The scheduler also has to deal with add-on, urgent, and emergent cases. Emergent cases are relatively simple; they must go to the operating room as soon as possible, and the scheduler just needs to find an anesthesia and nursing team. But how do you distribute urgent and add-on cases? At 5pm, it might not be reasonable to start a 5 hour case, but a 45 minute laparoscopic cholecystectomy should go. What anesthesia team does the cases? In theory, it should be on the on-call anesthetists, but they may still be in on-going cases. Do you assign someone who should be leaving soon to 5pm surgeries? At some point, there should only be a handful of surgeries going, and then just one or two rooms running as the hospital can't pay all the staff overtime. And as staffing ratios get slimmer through the night, the scheduler still needs to have the resources to respond to an emergent trauma case if necessary. I don't know how all of this works, but it's pretty fascinating.
If an emergency comes in and all the operating rooms are already assigned, then someone will be "bumped." That is, a surgeon's protected elective surgery time might be superseded by the emergency. How do you account for this? Does the surgeon get credits? Do his cases get greater priority in the future? As I go from hospital to hospital, I see various systems and committees dedicated to solving this problem.

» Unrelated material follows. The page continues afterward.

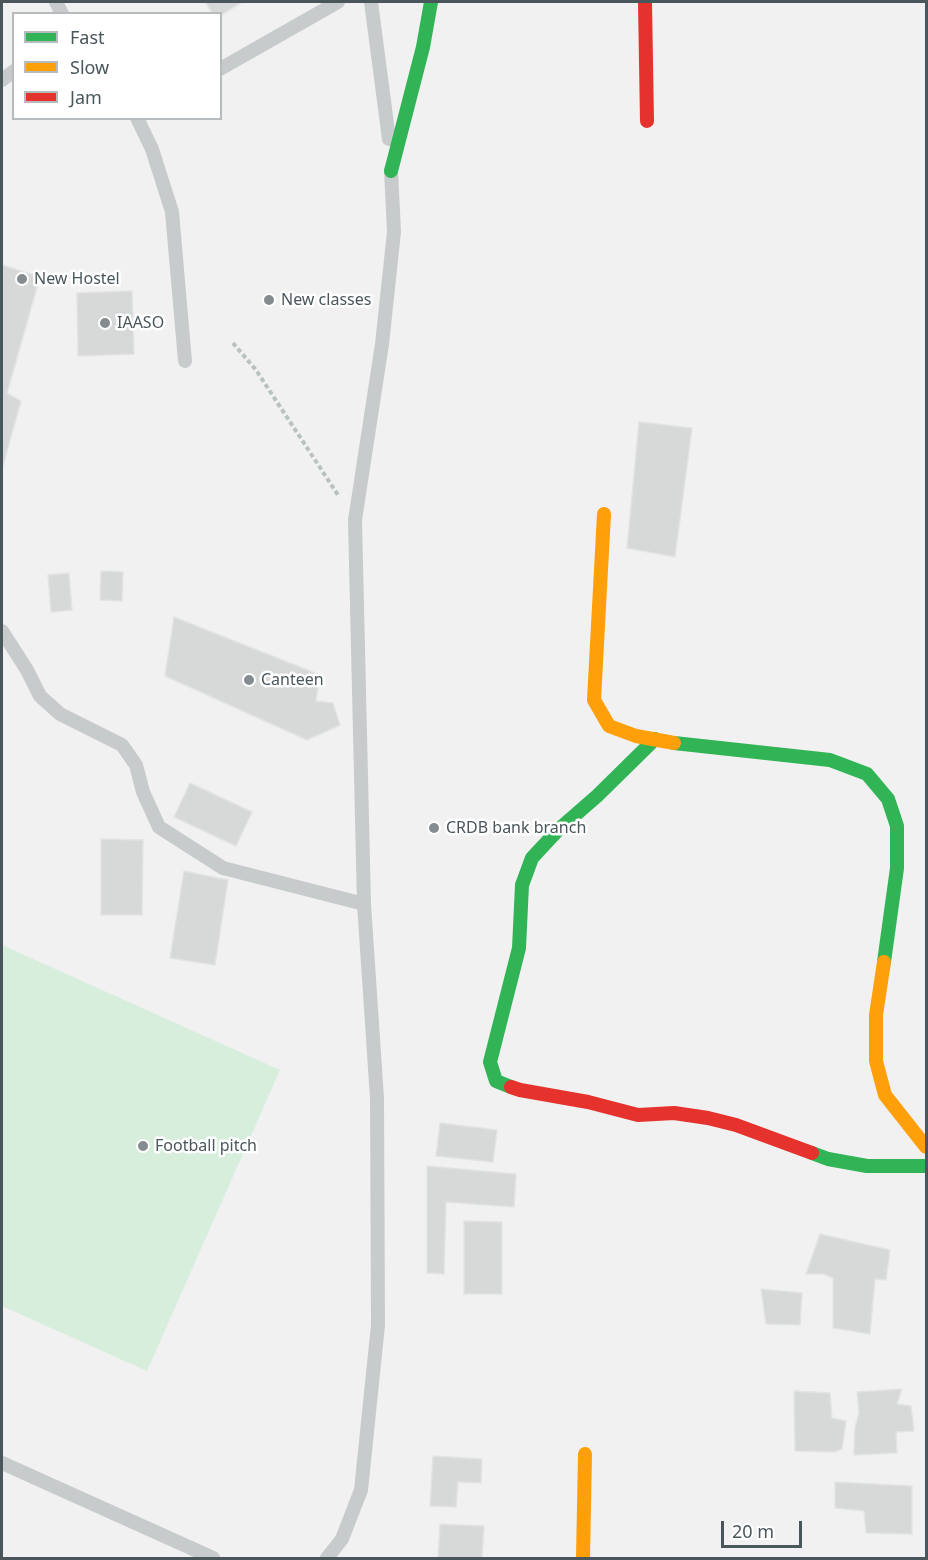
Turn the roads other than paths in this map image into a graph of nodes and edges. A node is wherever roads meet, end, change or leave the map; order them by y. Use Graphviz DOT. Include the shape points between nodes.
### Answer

Ultimately, money is important in operating room management. Operating rooms are incredibly expensive, and so you want them running at full efficiency if possible. Downtime means that a surgeon, surgical resident, anesthesiologist, anesthesia resident, circulating nurse, scrub nurse, technicians, and housekeeping are all idle. So part of managing the operating rooms is that puzzle of packing a suitcase: you want to get as much to fit in there as possible with minimum wasted space.